Conjunctions are the words joining either two sentences or two parts of a sentence.





  1. Conjunctions of Addition


and, both-and, as well as, also, besides, moreover, too, not only-but also



  1. Conjunctions of Place


where, wherever



  1. Conjunctions of Time


when, whenever, as long as, no sooner than, before, till, since, after, while, as soon as



  1. Conjunctions of Cause and Reason


as, because, since, therefore, so



  1. Conjunctions of Purpose


that, lest, therefore, so that



  1. Conjunctions of Result and Consequence





  1. Conjunctions of Condition


if, when, unless, provided that



  1. Conjunctions of Concession and Contrast


though/although-yet, even though, however, but, despite, in spite of



  1. Conjunctions of Comparison


than, as-as, so -as to



  1. Conjunctions of Alternative and Choice


either – or, neither- nor





  1. Scarcely or hardly is followed by when e.g.


  • Scarcely had I entered the room when I heard a shriek.


  • Hardly had I slept when the telephone bell rang.


  1. Although / Though is followed by yet e.g.


  • Though he worked hard yet he failed.



  1. No sooner is followed by than e.g.


  • No sooner did we reach there than it began to rain.



  1. Not only is followed by but also e.g.


  • Not only did he help her, but also dropped her home safely.



  1. Lest is negative and so should not be followed by not; it is followed by should e.g.


  • Work hard lest you should fail.



  1. If would or may is used in place of should, then else should be used in place of lest e.g.


  • Give him water, else he may die.


  • Leave on time, else you would miss the train.
  1. Both is complemented by and, not by as well as e. g.


  • Both Amit and Satish are good at Science.


  1. So-as is used in negative sentences, whereas As-as is used in affirmative sentences e.g.


  • He is not so tall as his brother.


  • He is as tall as his father.


  1. Other is followed by than e.g.


  • He has no other claim than his wealth.



  1. The word reason is not followed by because, but by that e.g.


  • The reason why he didn’t go was that his mother was ill.


  1. Because denotes reason while In order that denotes purpose e.g.


  • He went to the doctor because he was ill.


  • He went to Delhi in order that he might see Mr. Roy.


  1. Words like regard, describe, treat, mention, depict, portray are followed by as e.g.
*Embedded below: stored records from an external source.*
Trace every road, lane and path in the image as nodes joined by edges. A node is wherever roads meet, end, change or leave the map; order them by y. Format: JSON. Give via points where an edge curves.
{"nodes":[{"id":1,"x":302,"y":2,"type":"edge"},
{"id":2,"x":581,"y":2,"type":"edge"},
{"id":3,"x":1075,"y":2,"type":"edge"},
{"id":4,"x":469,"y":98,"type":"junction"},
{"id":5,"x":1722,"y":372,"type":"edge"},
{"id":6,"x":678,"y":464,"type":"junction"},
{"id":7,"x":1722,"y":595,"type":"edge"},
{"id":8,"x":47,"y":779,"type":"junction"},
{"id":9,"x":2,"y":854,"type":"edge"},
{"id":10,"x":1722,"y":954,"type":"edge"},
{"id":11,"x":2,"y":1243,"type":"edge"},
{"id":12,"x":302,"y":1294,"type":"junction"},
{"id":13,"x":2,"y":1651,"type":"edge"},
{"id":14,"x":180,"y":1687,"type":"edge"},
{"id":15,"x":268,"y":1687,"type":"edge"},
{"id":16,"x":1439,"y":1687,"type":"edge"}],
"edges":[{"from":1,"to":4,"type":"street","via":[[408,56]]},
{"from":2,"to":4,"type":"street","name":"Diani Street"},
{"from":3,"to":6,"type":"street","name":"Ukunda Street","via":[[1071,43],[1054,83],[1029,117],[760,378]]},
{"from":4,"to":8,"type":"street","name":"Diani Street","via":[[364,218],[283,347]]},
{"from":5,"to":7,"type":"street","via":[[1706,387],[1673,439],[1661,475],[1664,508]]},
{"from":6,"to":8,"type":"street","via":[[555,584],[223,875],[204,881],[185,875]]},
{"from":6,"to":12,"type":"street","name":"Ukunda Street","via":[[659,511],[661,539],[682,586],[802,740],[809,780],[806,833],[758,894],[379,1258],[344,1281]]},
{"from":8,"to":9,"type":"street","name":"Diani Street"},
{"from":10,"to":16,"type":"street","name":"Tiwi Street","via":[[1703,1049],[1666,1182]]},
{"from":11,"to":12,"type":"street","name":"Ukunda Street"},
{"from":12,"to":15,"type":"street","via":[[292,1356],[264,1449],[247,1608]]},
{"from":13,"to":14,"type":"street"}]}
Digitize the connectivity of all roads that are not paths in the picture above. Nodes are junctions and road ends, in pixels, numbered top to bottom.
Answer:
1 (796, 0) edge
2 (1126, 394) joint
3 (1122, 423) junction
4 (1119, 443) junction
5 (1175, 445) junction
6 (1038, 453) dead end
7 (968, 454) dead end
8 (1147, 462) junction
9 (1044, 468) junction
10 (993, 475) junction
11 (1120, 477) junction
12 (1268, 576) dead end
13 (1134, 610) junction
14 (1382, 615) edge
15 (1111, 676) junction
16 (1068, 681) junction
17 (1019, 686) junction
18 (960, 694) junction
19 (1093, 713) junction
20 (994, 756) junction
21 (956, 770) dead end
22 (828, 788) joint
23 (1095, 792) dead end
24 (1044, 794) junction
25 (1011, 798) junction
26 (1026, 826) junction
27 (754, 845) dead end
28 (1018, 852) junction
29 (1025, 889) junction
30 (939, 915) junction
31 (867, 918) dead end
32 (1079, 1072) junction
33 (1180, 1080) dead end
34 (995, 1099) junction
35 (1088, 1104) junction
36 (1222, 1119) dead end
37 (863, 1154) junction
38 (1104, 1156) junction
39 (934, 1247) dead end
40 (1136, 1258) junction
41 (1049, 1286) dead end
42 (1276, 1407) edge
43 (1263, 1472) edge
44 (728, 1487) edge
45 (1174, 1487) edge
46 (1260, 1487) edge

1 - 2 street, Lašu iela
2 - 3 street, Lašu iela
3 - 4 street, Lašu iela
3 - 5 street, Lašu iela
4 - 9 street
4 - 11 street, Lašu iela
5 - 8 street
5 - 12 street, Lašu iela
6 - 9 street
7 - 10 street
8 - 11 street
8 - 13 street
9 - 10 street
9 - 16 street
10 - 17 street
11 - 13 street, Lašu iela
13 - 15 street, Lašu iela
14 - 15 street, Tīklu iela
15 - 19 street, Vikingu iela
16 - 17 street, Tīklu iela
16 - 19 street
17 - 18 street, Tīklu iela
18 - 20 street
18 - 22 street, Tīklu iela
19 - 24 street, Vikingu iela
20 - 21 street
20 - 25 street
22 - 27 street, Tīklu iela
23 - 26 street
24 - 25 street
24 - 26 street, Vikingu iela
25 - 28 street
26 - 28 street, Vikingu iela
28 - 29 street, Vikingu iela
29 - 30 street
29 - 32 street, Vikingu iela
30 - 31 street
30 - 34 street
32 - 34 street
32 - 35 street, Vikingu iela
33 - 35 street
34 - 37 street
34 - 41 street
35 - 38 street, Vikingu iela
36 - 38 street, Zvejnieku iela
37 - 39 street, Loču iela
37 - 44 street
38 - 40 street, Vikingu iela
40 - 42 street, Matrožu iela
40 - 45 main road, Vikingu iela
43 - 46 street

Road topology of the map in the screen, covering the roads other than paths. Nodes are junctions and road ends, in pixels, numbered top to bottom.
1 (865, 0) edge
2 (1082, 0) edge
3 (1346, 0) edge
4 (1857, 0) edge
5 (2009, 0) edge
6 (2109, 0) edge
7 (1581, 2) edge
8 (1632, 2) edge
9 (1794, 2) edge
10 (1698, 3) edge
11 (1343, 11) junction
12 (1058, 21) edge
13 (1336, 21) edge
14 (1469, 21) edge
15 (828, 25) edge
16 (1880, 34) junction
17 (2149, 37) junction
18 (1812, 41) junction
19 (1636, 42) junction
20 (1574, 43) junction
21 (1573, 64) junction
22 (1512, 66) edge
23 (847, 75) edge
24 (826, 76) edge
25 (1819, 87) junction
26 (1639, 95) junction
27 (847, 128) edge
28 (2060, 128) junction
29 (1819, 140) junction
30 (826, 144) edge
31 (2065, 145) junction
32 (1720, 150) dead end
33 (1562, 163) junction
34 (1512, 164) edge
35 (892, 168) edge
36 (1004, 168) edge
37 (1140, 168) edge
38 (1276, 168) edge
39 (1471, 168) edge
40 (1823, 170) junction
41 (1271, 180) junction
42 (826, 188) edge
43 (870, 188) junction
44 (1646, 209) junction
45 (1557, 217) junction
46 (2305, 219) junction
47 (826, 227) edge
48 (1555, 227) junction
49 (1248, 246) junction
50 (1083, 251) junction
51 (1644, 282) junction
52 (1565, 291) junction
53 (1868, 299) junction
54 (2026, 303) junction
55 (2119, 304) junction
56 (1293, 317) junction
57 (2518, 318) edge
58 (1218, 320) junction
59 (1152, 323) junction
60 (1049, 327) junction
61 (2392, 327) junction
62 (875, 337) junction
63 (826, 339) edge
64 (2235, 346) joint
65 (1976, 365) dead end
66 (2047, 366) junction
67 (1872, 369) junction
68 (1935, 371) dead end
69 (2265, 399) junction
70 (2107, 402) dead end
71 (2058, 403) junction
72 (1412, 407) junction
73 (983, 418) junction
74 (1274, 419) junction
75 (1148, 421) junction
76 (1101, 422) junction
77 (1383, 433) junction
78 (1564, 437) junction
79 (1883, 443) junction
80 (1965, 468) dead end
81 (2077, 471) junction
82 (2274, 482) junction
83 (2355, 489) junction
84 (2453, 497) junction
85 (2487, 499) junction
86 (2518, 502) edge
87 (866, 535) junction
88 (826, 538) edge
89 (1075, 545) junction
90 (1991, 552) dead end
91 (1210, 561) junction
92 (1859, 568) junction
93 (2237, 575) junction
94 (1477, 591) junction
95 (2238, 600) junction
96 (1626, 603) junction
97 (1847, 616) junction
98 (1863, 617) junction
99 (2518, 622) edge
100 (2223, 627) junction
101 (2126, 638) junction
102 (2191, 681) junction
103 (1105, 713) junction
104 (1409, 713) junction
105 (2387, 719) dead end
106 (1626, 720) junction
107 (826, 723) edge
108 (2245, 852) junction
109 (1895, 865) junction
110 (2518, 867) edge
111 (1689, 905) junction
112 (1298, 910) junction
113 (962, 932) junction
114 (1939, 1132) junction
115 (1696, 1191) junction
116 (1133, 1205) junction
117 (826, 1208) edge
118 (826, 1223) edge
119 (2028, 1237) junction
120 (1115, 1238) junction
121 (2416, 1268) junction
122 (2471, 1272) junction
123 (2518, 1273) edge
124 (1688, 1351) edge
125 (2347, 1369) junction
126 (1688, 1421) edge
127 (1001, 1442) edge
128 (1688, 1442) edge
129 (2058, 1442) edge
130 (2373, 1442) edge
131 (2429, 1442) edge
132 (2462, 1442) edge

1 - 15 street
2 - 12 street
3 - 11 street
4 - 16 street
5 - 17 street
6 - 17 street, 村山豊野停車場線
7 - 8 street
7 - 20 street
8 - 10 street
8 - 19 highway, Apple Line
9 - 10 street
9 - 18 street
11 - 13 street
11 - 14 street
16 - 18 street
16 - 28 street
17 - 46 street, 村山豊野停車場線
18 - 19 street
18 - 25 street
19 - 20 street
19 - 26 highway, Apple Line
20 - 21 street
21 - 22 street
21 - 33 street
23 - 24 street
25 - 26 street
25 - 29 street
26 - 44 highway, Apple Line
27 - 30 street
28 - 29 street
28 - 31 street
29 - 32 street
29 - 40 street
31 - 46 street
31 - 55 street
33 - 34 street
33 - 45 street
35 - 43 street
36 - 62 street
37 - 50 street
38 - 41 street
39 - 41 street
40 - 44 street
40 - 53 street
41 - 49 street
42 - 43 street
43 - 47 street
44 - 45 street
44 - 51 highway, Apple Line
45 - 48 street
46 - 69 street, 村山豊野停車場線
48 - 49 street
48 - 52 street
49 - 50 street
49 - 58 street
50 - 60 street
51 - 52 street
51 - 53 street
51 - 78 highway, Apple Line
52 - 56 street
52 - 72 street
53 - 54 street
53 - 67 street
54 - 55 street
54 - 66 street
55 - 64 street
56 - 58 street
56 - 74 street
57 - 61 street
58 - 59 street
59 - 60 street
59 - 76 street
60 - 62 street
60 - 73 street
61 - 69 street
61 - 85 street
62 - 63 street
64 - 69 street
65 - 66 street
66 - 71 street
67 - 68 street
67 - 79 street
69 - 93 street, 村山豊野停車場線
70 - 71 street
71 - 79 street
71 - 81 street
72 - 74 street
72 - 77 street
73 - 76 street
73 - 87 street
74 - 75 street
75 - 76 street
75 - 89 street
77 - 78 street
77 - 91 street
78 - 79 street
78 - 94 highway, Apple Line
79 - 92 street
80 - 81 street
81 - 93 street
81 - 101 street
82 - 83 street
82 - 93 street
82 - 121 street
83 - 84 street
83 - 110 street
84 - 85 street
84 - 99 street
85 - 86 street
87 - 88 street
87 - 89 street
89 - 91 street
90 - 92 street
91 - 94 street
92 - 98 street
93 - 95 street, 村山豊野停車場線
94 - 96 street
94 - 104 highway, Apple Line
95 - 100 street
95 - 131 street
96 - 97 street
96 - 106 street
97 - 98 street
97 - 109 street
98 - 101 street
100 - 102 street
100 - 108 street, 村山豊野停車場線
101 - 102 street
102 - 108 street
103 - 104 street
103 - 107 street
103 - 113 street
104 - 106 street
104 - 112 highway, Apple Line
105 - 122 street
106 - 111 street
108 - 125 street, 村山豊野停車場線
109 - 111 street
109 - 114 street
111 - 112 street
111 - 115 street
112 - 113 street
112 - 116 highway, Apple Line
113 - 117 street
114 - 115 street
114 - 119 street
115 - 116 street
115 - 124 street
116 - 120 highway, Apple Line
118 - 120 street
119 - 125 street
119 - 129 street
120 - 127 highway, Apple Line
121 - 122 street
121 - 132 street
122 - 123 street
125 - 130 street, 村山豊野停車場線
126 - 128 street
  • I regard her as my sister.


  • He was treated as a slave.


  1. 13. As and since are also used to express reason e.g.


  • As he was not there, I spoke to his brother.


  • Since he did not come to the party, his gift was sent to him.


  1. Neither is followed by nor and both are followed by the same auxiliary verb or noun e.g.


  • Neither Ravi nor Vipan was seen.


  • Neither did I read nor


  1. Either is followed by or e.g.


  • Either you or he is to blame.


  1. Unless, until, if not, so that should not be followed by not e.g.


  • Wait here until I come


  • Do not go unless I return.


  1. If is used in conditional sense, whether is used for uncertainty e.g.


  • If he does not return the books, he will not be awarded the certificate.


  • I don’t know whether he was present.


  1. To express time before, use until or till and to express how long, use as long as e.g.


  • He continued to be lazy, until he was ten ‘years old.


  • Work as long as you live.


  1. Such is followed by as e.g.


  • We talked about such subjects as the weather.


Such is followed by that if we emphasize the degree of something by mentioning the result e.g.


  • The extent of the disaster was such that not a single man could survive.


  1. Like is followed by pronoun and as is followed by a clause e.g.


  • He runs like me.


  • He runs as I do.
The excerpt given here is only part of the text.